PROVIDED DATA –
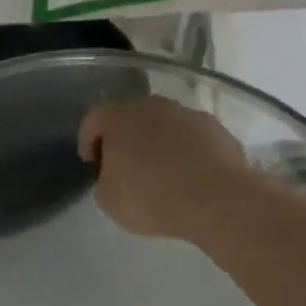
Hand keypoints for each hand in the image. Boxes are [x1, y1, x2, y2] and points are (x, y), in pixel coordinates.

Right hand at [78, 95, 254, 242]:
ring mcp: (187, 114)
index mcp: (117, 116)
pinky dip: (187, 153)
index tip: (92, 164)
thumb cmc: (150, 196)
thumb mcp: (108, 200)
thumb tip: (114, 175)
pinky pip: (192, 139)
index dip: (88, 141)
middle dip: (125, 139)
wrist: (217, 199)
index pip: (93, 120)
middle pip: (130, 117)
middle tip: (125, 167)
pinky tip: (190, 178)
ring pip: (164, 126)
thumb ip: (104, 180)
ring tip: (161, 175)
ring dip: (158, 144)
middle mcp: (151, 105)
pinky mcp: (217, 129)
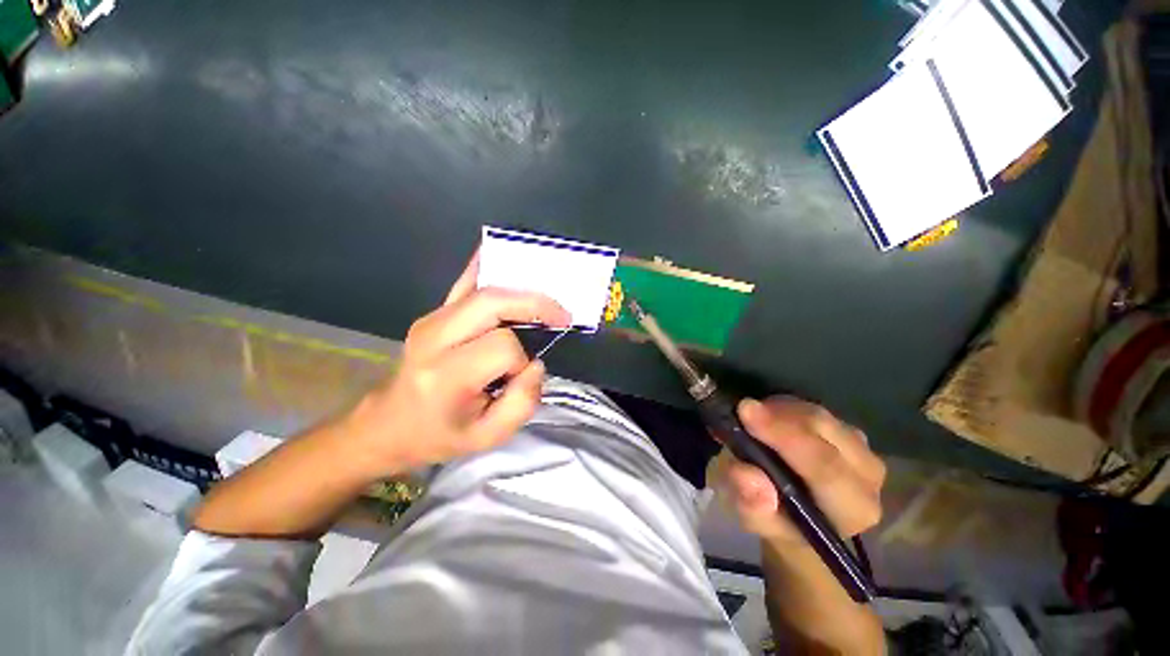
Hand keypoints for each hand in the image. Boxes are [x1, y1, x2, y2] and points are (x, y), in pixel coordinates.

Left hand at [345, 251, 570, 472]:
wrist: (388, 424)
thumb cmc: (440, 435)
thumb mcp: (488, 437)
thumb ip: (523, 402)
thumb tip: (535, 363)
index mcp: (447, 375)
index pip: (502, 347)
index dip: (521, 360)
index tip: (521, 375)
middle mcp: (435, 338)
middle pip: (493, 302)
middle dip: (534, 303)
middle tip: (560, 314)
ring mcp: (432, 320)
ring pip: (483, 288)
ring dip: (520, 289)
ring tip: (546, 299)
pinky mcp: (434, 314)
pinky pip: (464, 282)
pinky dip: (486, 265)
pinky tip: (504, 253)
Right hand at [707, 397, 884, 546]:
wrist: (801, 518)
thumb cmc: (780, 522)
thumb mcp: (756, 522)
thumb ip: (752, 505)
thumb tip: (747, 475)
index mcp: (852, 508)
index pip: (823, 465)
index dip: (784, 436)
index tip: (745, 411)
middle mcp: (868, 476)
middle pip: (822, 428)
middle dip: (777, 415)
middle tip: (741, 410)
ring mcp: (863, 448)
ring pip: (817, 413)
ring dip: (779, 410)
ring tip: (752, 421)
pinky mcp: (850, 432)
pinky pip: (814, 408)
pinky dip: (785, 408)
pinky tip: (768, 418)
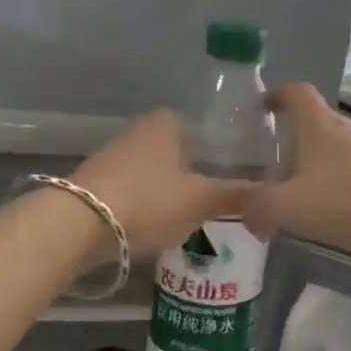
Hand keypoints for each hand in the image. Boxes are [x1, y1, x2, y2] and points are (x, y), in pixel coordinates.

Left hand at [71, 111, 245, 257]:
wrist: (78, 225)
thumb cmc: (149, 201)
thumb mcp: (202, 201)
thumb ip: (236, 196)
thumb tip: (272, 196)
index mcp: (167, 124)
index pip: (202, 127)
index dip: (220, 148)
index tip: (235, 172)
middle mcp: (138, 131)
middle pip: (178, 151)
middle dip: (196, 172)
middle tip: (219, 198)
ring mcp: (113, 157)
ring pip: (155, 172)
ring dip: (170, 191)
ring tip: (194, 217)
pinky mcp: (96, 185)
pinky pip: (134, 191)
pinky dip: (148, 205)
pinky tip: (159, 226)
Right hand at [242, 84, 350, 253]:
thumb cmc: (350, 198)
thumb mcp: (290, 205)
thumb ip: (257, 206)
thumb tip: (241, 209)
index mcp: (318, 125)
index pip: (296, 93)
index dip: (277, 95)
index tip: (262, 108)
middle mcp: (347, 129)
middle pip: (316, 123)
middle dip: (294, 139)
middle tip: (272, 164)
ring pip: (338, 150)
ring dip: (318, 165)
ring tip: (301, 193)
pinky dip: (341, 185)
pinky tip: (336, 211)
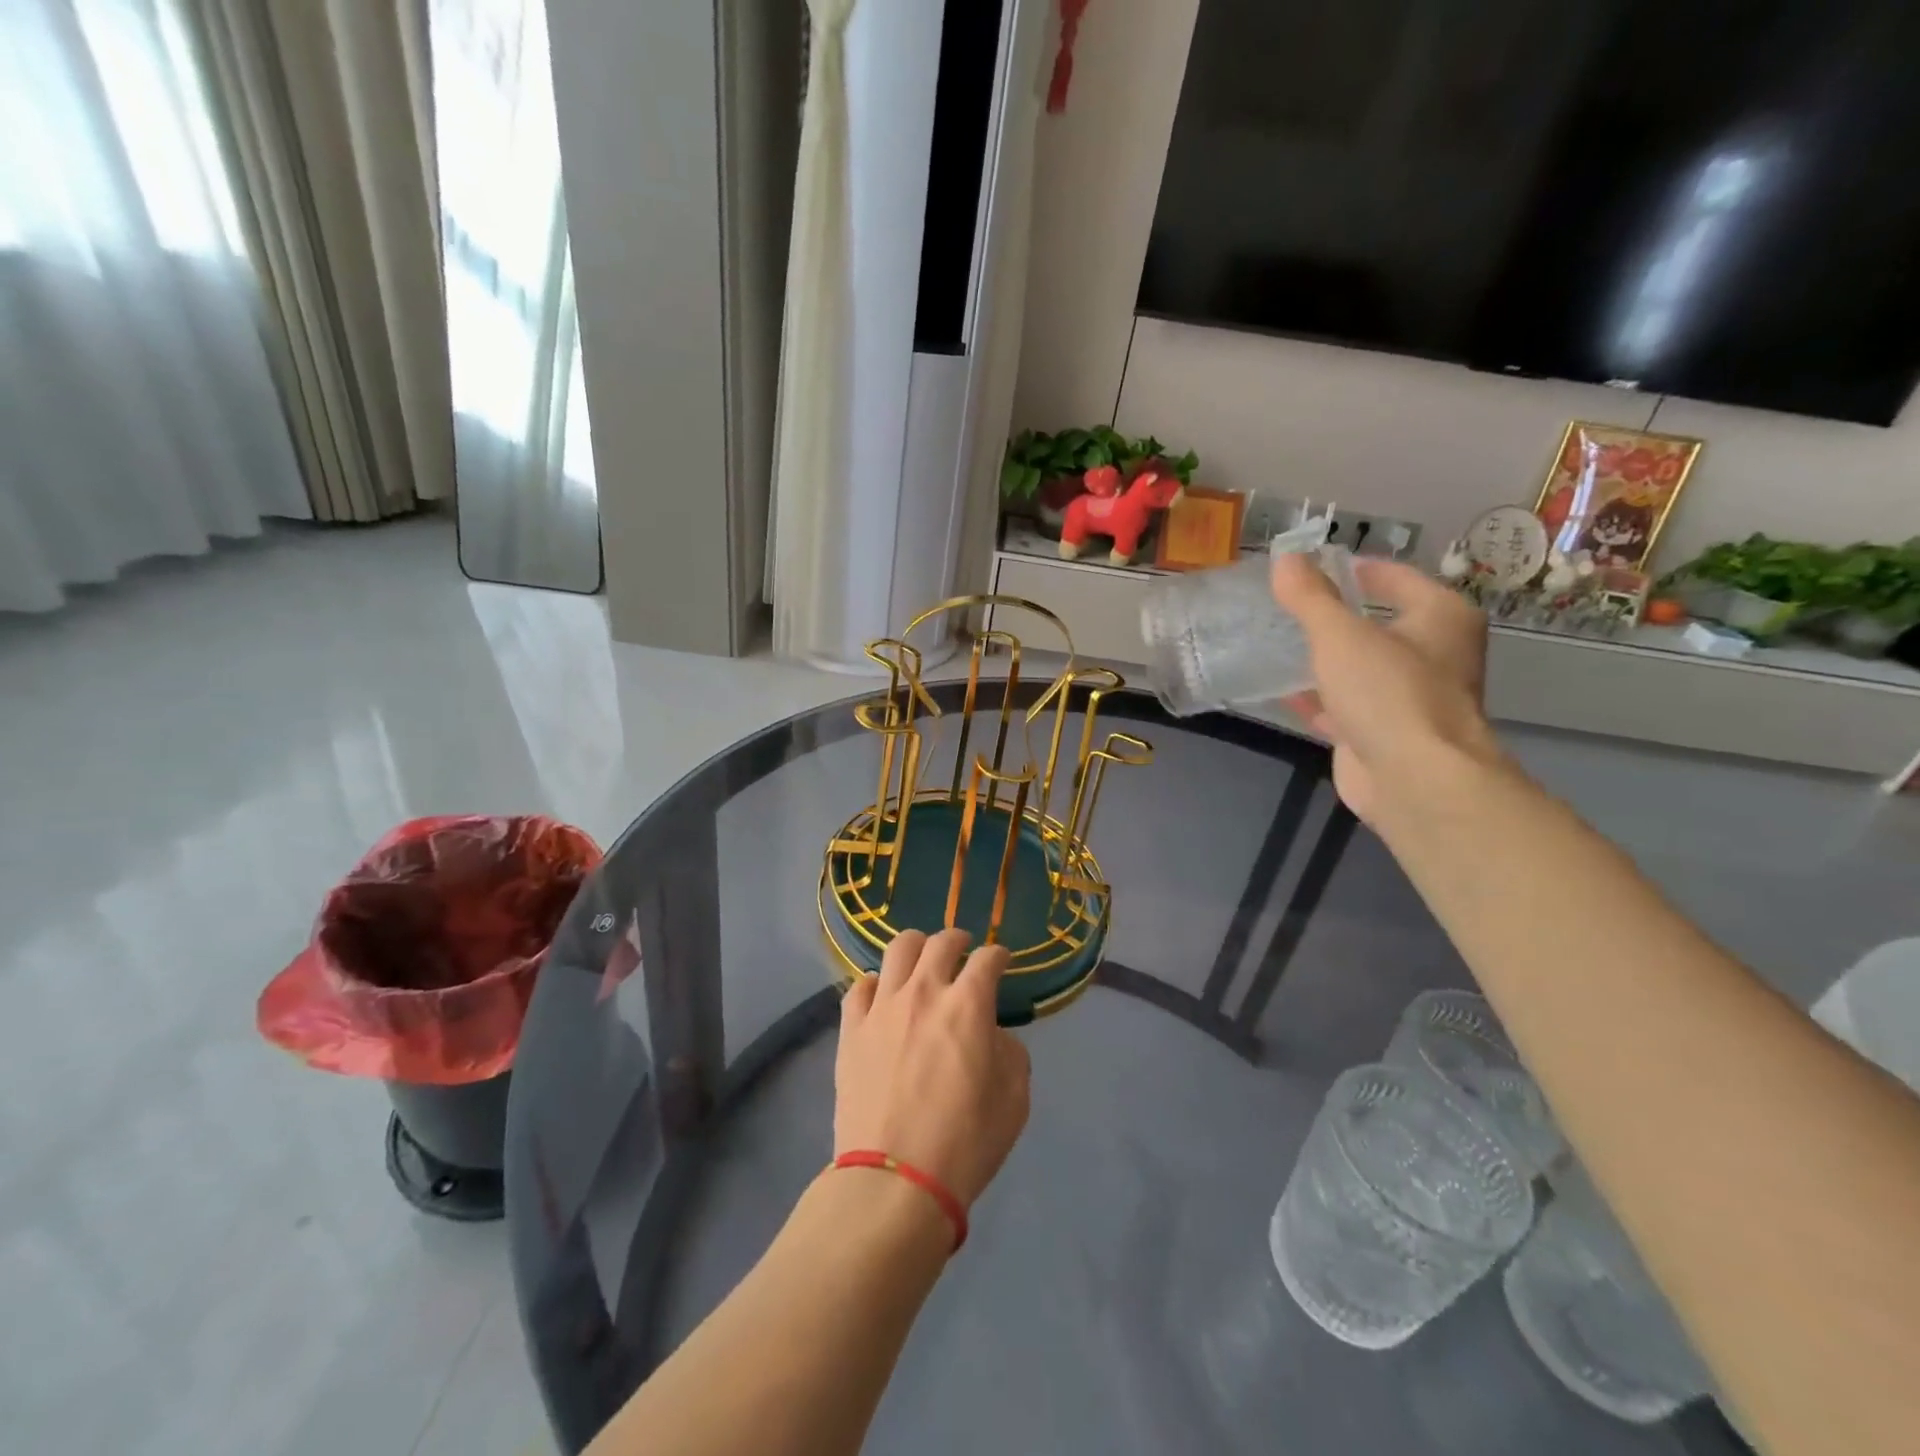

ABOUT THIS TASK – Exactly as they appear, please return only the lines from the first line of the records through the line containing "index tip: (92, 164)", both included, leaving out all pictures.

RESULT –
Hand keypoints for each hand in the image. Boxes are [x1, y1, x2, y2] and points are (x, y), in pixel coordinates.

Right hand at [78, 95, 254, 242]:
ring mcp: (187, 114)
index mcp: (117, 116)
pinky dip: (187, 153)
index tip: (92, 164)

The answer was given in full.